Da mesi i residenti chiedono interventi rapidi per ripristinare un minimo di decoro sull'area

Panchine rotte, staccionate divelte, cordoli danneggiati da alberi caduti e atti vandalici continui. Giochi per bambini impraticabili, angoli completamente al buio, un fossato che fa da sfogo a una fognatura di scarico da riparare. Le telecamere? Inutili, non funzionano. Eppure il quadrante è di quelli di pregio. Un boccone verde tra Castel Sant'Angelo e il Palazzaccio, cuore battente della Roma da guida turistica. Che date le pessime condizioni in cui è ridotto, non si può certo dire sia una bella vetrina per i visitatori che ogni giorno affollano la zona diretti al Vaticano. 

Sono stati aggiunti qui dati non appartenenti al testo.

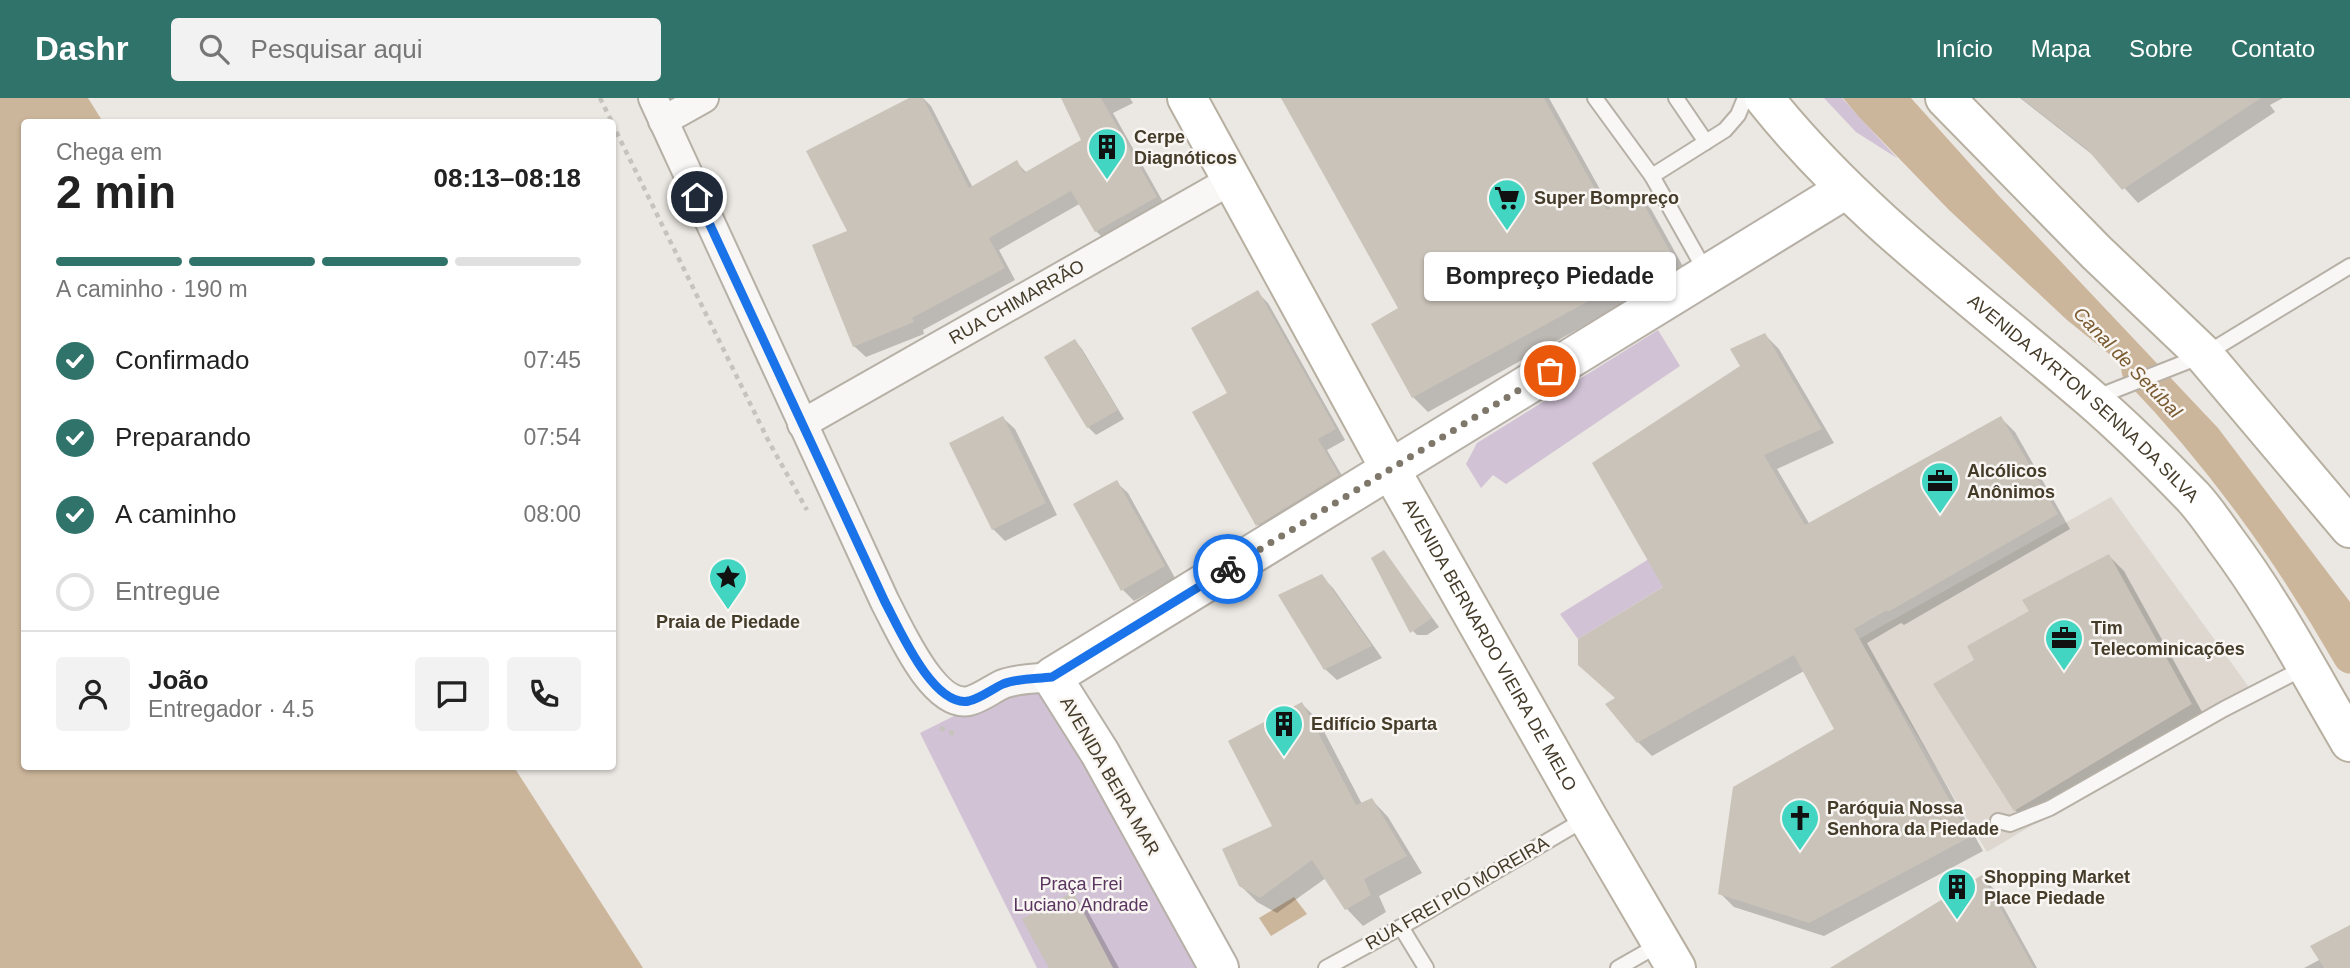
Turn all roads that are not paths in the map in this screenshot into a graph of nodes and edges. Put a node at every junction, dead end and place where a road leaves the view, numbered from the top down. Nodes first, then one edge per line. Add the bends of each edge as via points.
1 (704, 98) edge
2 (1187, 98) edge
3 (1595, 98) edge
4 (1676, 98) edge
5 (1745, 98) edge
6 (1764, 98) edge
7 (1945, 98) edge
8 (658, 110) edge
9 (1706, 142) junction
10 (1652, 176) junction
11 (1233, 179) junction
12 (1846, 189) junction
13 (2350, 266) edge
14 (1707, 274) junction
15 (2204, 355) junction
16 (2105, 395) junction
17 (802, 424) junction
18 (1390, 468) junction
19 (2350, 528) edge
20 (2307, 667) junction
21 (1052, 677) junction
22 (2350, 742) edge
23 (1588, 818) junction
24 (1997, 821) dead end
25 (1401, 927) junction
26 (1669, 960) edge
27 (1219, 968) edge
28 (1325, 968) edge
29 (1426, 968) edge
30 (1618, 968) edge

1 - 8 street
2 - 11 main road, AVENIDA BERNARDO VIEIRA DE MELO
3 - 10 lane
4 - 9 lane
5 - 9 lane via 1725,130
6 - 12 main road, AVENIDA AYRTON SENNA DA SILVA
7 - 15 main road
8 - 17 street, AVENIDA BEIRA MAR
9 - 10 lane
10 - 14 lane
11 - 17 street, RUA CHIMARRÃO
11 - 18 main road, AVENIDA BERNARDO VIEIRA DE MELO
12 - 14 main road
12 - 16 main road, AVENIDA AYRTON SENNA DA SILVA via 1916,255
13 - 15 lane
14 - 18 main road
15 - 16 lane
15 - 19 main road
16 - 20 main road, AVENIDA AYRTON SENNA DA SILVA via 2239,557
17 - 21 street, AVENIDA BEIRA MAR via 885,602 932,683 956,701 970,701 1003,684
18 - 21 main road
18 - 23 main road, AVENIDA BERNARDO VIEIRA DE MELO
20 - 22 main road, AVENIDA AYRTON SENNA DA SILVA
20 - 24 lane via 2050,808 2010,824
21 - 27 main road, AVENIDA BEIRA MAR via 1100,753
23 - 25 lane, RUA FREI PIO MOREIRA
23 - 26 main road, AVENIDA BERNARDO VIEIRA DE MELO
25 - 28 lane, RUA FREI PIO MOREIRA
25 - 29 lane
26 - 30 lane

"Ci stiamo battendo da mesi per chiedere interventi di manutenzione nel parco" si sfoga Mario Tosi, residente in zona, membro dell'associazione di cittadini istituita appositamente per chiedere un intervento rapido a chi di dovere: il Comune competente su quel piccolo giardino lasciato morire, anche, e soprattutto, per la scarsità di mezzi e risorse del Servizio Giardini. 

"Abbiamo fatto presente più volte la questione all'assessorato all'Ambiente della giunta Raggi" spiega il presidente della commissione Ambiente del I municipio Stefano Marin. Più volte è stato chiamato in audizione il responsabile dei parchi della Capitale, l'architetto Vitaliano Biondi. Ma con l'addio di Pinuccia Montanari e senza un nuovo titolare al verde di Roma (al momento le deleghe sono in mano alla sindaca), tanti percorsi avviati si sono fermati. Il parco di Castel Sant'Angelo è nella lista. Anche perché erano appena cominciate le fase interlocutorie con le istituzioni. 

Diversi gli interventi di cui avrebbe bisogno l'area per tornare a un livello di fruibilità minimo per cittadini e turisti. Si attende la ripiantumazione di 50 alberi tagliati nei mesi scorsi a seguito delle varie emergenze maltempo, di poter portare i bambini a giocare in sicurezza su scivoli e altalene, o di poter passeggiare nel prato senza incappare in cartoni, rifiuti, bottiglie abbandonate in ogni angolo, o insediamenti di fortuna di qualche senzatetto. 

Ci sarebbe anche un progetto dei cittadini per la realizzazione di un'area cani, con l'idea di "adottarla" tramite l'apposito regolamento capitolino sul tema. Tutto fermo su carta, e difficile da realizzare senza attività di manutenzione minima da parte dell'ente pubblico.